Dans l'atelier de Ruiselede, Diel fabrique des vélos avec son père et un employé à temps plein. Chez Jaegher, vous pouvez non seulement choisir votre propre cadre et le faire fabriquer sur mesure, mais aussi faire entièrement personnaliser la peinture (Jaegher encourage à placer une citation personnelle sur son vélo). Depuis que, il y a quelques années, le photographe Kurt Stallaert est descendu chez Vaneenooghe pour faire monter son propre vélo, Jaegher voit son chiffre d'affaires augmenter: un vélo coûte en moyenne 3.500 euros, les plus chers pouvant atteindre 15.000 euros. Ce qui, bien sûr, est le cas s'il s'agit d'un modèle avec logo en diamants noirs.

"Les fans de cyclisme viennent du Canada ou des États-Unis pour faire monter leur vélo sur mesure. Parfois, ils font coïncider leur visite dans notre atelier avec le Tour des Flandres ou Paris-Roubaix." ©Jaegher

Fans de cyclisme
Vaneenooghe refuse d'en révéler davantage au sujet des propriétaires de ces vélos. En ce qui concerne le client type du fabricant de vélos belge, on peut d'ores et déjà affirmer qu'il s'agit principalement d'hommes obsédés par le vélo et disposant du budget nécessaire. Et ce ne sont pas nécessairement des Belges: souvent, des clients étrangers font la route jusqu'en Flandre-Occidentale pour faire fabriquer leur pièce unique.
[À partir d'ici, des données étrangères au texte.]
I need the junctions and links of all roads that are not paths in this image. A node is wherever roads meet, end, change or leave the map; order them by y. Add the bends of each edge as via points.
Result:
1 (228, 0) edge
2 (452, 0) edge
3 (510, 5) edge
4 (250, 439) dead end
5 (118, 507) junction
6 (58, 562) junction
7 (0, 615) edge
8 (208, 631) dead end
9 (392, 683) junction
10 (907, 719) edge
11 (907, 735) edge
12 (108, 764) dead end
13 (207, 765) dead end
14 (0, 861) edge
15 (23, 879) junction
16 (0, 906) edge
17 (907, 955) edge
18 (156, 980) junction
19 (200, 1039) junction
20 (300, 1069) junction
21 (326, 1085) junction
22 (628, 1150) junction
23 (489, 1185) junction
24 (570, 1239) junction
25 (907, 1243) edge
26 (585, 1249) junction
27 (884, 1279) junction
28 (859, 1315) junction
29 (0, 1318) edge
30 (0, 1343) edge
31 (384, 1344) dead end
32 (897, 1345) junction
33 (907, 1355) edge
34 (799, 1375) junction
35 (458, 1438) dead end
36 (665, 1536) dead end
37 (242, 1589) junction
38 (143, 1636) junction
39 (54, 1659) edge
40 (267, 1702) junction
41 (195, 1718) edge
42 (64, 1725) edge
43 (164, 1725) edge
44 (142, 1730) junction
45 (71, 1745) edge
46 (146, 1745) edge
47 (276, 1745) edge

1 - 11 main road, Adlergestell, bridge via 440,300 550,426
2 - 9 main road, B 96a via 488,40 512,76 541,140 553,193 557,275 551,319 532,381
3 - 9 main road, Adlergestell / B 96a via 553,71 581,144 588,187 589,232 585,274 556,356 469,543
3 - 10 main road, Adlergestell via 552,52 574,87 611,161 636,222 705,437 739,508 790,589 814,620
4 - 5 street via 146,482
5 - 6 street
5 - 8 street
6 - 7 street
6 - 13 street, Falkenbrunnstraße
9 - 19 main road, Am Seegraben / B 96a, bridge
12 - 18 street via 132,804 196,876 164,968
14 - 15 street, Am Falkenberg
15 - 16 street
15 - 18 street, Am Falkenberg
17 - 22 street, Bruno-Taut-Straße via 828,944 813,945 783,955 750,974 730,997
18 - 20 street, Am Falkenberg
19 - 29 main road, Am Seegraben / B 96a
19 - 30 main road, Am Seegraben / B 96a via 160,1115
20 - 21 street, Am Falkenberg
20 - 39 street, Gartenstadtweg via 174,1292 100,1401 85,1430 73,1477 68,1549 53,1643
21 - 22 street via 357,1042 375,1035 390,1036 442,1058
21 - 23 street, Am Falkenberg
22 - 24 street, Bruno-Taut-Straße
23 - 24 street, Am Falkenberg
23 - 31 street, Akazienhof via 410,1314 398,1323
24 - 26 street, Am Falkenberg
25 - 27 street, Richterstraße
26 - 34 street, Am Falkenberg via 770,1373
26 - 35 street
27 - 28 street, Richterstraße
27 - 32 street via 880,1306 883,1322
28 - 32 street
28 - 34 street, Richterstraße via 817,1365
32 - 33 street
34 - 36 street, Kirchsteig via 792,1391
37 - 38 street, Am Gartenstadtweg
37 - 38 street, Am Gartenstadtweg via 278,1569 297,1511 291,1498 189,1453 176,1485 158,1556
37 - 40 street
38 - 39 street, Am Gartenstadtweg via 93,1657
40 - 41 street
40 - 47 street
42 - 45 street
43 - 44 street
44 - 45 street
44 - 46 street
Vaneenoghe indique une grande boîte UPS. "Ce vélo partira chez un client autrichien qui est venu jusqu'ici pour discuter de tous les détails. Nous avons même déjà accueilli des Japonais." Ce qui n'est pas exceptionnel. "Pour les fans de cyclisme, c'est tout à fait normal. Ils en font même un but de voyage. Parfois, ils font coïncider leur visite dans notre atelier avec le Tour des Flandres ou le Paris-Roubaix." Un peu comme un pèlerinage au berceau de la course cycliste.

Les Canadiens, les Américains et les Chinois sont fascinés par l'histoire de la région en matière de course cycliste. "Les Australiens, par exemple, adorent l'histoire du cyclisme flamand. Plus les gens viennent de loin, plus ils adorent nos vélos."